コラム

イギリス「高インフレ」の戦犯は

2011年08月03日(水)15時18分

 数週間前、携帯電話のプロバイダーからお知らせのメールが来た。通話料を1分21ペンス(約27円)から25ペンス(約32円)に引き上げるという。

 今年の初めには、エセックスの外れからロンドンまでの列車運賃が22ポンド(約2800円)から23.50ポンド(約3000円)に値上がりすると聞いて震え上がったばかりだ。そして今月、ガスと電気料金の大幅値上げも発表された。

 イギリスの消費者がインフレ時代のまっただ中で暮らしていることは誰が見ても明らかだ。なおかつ言っておきたいのは、他の先進国と比べても、ただでさえ物価がやたらと高いのに、その上さらに大幅にはね上がるケースが多いということ。

 例えばエセックスからロンドンまでの乗車賃が6.8%上がったことにより、言うなればニューヨーク―プリンストン間(ほぼ同じ距離)より約40%も旅費が高くつくことになってしまった。

 単純に言えば、この国の中央銀行であるイングランド銀行は(英政府の暗黙の了解のもとに)、彼らが考えるところの「穏やかなインフレ」が進行するのを許している。
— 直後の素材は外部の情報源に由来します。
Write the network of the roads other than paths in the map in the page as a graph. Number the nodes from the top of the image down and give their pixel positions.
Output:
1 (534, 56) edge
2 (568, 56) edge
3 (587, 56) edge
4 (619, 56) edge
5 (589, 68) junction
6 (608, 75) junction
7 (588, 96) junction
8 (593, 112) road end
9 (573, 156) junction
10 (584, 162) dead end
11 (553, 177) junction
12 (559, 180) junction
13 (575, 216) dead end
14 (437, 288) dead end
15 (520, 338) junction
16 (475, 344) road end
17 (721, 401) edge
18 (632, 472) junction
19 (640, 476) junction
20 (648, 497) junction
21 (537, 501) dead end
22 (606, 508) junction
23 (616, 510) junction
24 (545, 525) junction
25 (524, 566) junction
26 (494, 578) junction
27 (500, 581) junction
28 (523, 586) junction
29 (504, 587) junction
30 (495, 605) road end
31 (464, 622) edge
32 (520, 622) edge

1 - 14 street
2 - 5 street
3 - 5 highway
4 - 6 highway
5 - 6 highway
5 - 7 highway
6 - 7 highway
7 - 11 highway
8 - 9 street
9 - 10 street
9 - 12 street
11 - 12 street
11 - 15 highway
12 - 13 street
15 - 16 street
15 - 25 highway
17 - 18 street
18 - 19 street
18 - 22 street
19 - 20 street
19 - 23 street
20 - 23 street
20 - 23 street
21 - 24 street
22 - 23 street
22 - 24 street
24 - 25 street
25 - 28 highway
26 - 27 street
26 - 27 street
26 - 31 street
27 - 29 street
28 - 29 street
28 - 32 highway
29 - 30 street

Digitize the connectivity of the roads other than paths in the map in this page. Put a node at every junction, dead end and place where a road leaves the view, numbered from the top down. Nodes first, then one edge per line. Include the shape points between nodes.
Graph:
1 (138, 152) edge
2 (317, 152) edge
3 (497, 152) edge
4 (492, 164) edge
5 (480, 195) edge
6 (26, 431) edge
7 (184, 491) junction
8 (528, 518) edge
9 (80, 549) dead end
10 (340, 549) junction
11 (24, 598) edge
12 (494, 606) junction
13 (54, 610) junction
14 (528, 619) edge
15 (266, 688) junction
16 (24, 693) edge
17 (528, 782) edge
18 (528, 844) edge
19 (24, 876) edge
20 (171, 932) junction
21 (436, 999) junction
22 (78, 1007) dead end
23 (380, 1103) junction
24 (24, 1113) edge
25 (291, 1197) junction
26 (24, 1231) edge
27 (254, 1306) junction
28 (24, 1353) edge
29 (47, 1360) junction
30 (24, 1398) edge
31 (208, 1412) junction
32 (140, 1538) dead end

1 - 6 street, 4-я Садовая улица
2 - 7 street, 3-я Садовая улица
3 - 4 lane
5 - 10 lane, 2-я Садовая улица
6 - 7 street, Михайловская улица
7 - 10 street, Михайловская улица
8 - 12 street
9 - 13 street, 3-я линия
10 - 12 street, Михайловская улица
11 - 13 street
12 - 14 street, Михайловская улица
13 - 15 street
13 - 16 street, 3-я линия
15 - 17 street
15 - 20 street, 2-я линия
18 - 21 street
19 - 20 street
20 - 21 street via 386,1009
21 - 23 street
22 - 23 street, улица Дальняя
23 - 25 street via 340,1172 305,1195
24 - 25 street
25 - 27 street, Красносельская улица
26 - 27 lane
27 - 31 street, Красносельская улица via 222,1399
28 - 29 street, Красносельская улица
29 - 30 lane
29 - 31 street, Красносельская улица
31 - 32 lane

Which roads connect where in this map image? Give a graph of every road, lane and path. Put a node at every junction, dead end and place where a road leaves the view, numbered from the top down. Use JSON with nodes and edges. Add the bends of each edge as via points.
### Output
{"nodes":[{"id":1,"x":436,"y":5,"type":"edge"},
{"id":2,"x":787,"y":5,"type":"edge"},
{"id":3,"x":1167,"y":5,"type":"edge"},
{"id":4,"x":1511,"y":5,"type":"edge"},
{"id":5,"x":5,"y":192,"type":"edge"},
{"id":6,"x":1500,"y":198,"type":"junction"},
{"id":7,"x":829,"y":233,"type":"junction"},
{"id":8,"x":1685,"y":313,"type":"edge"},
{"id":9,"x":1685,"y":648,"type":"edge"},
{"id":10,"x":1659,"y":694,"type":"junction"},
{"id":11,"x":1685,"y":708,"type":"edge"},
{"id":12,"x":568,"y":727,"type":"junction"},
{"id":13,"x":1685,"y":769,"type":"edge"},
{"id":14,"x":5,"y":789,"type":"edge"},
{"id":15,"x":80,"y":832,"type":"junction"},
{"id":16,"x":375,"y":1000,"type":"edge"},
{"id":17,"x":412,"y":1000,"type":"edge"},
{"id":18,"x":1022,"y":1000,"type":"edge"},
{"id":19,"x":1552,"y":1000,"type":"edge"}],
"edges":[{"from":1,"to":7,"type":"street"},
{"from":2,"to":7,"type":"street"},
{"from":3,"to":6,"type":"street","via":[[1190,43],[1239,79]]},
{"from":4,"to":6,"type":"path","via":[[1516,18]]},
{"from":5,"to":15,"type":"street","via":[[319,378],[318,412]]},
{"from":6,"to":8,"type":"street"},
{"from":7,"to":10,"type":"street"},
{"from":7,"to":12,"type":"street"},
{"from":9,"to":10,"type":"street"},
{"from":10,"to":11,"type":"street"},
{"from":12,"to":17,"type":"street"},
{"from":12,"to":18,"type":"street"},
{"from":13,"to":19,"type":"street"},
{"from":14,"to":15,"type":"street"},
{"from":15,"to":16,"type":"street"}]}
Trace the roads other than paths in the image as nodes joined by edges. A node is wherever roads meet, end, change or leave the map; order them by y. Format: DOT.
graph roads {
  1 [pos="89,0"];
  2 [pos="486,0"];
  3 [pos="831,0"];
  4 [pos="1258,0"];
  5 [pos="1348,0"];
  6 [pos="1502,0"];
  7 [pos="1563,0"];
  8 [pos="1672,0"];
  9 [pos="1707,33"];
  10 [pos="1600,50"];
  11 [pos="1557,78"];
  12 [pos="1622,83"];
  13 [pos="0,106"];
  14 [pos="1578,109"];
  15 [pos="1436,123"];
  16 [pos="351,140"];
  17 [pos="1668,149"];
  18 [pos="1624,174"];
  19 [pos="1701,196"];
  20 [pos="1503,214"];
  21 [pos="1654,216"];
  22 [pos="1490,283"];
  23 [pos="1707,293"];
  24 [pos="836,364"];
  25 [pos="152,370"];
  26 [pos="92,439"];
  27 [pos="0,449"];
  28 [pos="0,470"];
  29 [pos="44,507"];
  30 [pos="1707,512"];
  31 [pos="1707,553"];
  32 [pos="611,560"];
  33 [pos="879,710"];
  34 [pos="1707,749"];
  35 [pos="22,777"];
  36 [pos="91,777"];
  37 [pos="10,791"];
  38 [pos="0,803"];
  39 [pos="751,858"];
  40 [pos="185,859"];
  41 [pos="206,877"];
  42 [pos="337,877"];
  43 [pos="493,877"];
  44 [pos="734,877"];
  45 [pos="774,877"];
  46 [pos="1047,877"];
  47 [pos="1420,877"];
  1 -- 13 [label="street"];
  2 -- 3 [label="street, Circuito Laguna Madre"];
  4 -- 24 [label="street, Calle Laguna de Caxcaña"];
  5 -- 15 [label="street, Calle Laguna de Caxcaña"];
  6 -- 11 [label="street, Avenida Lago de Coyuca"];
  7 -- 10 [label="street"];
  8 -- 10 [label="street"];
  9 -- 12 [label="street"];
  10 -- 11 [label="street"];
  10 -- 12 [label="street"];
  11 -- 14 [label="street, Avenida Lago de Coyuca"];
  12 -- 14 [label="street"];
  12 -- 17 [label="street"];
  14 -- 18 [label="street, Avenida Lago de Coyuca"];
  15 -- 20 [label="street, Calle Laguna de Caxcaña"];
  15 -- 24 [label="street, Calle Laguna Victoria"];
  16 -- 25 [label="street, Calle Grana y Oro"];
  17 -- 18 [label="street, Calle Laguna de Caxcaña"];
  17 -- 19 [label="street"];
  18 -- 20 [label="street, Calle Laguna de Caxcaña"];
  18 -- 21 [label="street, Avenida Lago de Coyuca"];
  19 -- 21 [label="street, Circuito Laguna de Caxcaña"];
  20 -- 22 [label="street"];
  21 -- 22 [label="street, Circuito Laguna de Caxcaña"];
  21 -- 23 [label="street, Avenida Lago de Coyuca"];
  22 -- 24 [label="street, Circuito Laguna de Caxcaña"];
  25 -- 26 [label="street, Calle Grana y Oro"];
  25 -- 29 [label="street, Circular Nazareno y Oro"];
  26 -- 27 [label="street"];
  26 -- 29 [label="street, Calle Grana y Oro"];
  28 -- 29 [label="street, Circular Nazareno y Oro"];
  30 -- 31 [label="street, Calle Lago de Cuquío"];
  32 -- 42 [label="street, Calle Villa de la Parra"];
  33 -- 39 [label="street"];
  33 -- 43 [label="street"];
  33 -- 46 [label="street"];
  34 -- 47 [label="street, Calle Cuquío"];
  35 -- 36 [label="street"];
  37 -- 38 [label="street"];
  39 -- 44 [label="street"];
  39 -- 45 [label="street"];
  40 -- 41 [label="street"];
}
だがイングランド銀行には物価の上昇を2%の「インフレ目標水準」に収める責務があるから、これは明らかに義務不履行だ。

 イングランド銀行は、「中期的に」2%のインフレ目標を達成できるように金利を設定する役目を担う。言い換えれば、今の状況だけでなく経済の動向を見極め、景気が減速しているときは金融緩和し、過熱し始めたら金融引き締めに転じなければならない(金融引き締め政策は、「パーティーが盛り上がり始めたところで食器を下げる」役目だと例えられることがよくある)。

■損をするのは堅実な人々

 イングランド銀行の英金融政策委員会は今、板挟み状態になっている。景気は非常に弱っているのに、インフレ率は高まっている。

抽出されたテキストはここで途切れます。